## [Exercise requirements]
In the data below, find each line that contains the word "dead" and copy it.

## [Records for the task]
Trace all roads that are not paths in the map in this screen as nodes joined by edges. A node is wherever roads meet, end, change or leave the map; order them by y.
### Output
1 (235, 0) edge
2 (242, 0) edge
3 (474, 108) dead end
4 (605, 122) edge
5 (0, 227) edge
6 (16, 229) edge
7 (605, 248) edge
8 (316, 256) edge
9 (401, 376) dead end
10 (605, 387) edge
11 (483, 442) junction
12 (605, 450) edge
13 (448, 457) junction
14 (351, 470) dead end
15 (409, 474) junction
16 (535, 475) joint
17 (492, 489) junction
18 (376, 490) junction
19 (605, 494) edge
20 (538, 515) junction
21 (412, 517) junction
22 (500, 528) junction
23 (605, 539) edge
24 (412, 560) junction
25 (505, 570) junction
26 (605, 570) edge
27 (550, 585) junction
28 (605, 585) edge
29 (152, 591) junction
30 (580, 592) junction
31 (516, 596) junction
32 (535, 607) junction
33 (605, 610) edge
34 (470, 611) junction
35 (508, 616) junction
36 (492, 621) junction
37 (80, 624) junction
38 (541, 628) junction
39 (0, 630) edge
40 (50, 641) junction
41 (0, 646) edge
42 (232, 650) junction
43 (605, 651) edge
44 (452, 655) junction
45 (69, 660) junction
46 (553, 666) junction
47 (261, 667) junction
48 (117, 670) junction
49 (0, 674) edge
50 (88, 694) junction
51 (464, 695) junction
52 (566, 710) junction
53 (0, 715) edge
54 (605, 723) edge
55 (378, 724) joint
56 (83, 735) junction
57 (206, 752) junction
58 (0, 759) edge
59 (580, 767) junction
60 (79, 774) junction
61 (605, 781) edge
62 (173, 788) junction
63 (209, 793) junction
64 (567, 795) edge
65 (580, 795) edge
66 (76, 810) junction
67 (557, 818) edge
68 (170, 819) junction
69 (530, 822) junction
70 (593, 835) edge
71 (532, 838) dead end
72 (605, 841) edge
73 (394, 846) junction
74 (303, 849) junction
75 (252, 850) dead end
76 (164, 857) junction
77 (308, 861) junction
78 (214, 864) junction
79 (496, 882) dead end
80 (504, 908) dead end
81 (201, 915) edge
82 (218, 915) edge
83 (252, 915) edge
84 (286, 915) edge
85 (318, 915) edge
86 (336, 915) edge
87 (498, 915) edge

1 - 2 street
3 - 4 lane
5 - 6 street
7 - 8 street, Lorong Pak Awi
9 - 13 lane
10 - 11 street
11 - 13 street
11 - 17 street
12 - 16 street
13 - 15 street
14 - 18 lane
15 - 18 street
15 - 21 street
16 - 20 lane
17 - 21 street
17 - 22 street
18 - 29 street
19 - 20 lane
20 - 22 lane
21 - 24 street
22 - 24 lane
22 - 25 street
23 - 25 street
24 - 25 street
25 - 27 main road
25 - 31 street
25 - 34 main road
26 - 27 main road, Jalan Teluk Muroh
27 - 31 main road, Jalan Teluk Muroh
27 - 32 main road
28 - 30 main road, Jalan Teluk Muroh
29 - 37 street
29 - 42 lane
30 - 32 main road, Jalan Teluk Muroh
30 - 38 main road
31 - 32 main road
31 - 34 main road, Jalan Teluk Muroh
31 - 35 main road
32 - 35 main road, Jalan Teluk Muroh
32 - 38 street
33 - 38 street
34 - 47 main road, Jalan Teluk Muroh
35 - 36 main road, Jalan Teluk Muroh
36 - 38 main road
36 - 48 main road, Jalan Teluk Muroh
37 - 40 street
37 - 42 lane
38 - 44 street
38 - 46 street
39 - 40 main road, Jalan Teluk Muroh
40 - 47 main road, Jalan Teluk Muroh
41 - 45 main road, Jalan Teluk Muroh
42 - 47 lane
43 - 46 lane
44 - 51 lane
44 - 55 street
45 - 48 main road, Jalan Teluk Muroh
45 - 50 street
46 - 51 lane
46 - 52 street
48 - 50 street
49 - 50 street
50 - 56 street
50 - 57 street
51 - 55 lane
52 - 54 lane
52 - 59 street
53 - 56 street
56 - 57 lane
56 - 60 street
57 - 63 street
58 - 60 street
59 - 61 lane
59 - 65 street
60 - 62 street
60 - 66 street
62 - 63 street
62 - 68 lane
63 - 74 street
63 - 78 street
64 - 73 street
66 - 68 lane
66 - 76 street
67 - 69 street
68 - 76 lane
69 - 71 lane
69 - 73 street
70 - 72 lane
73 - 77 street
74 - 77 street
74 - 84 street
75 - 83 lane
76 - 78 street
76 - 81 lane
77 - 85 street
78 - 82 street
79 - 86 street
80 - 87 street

## [Output of the exercise]
3 (474, 108) dead end
9 (401, 376) dead end
14 (351, 470) dead end
71 (532, 838) dead end
75 (252, 850) dead end
79 (496, 882) dead end
80 (504, 908) dead end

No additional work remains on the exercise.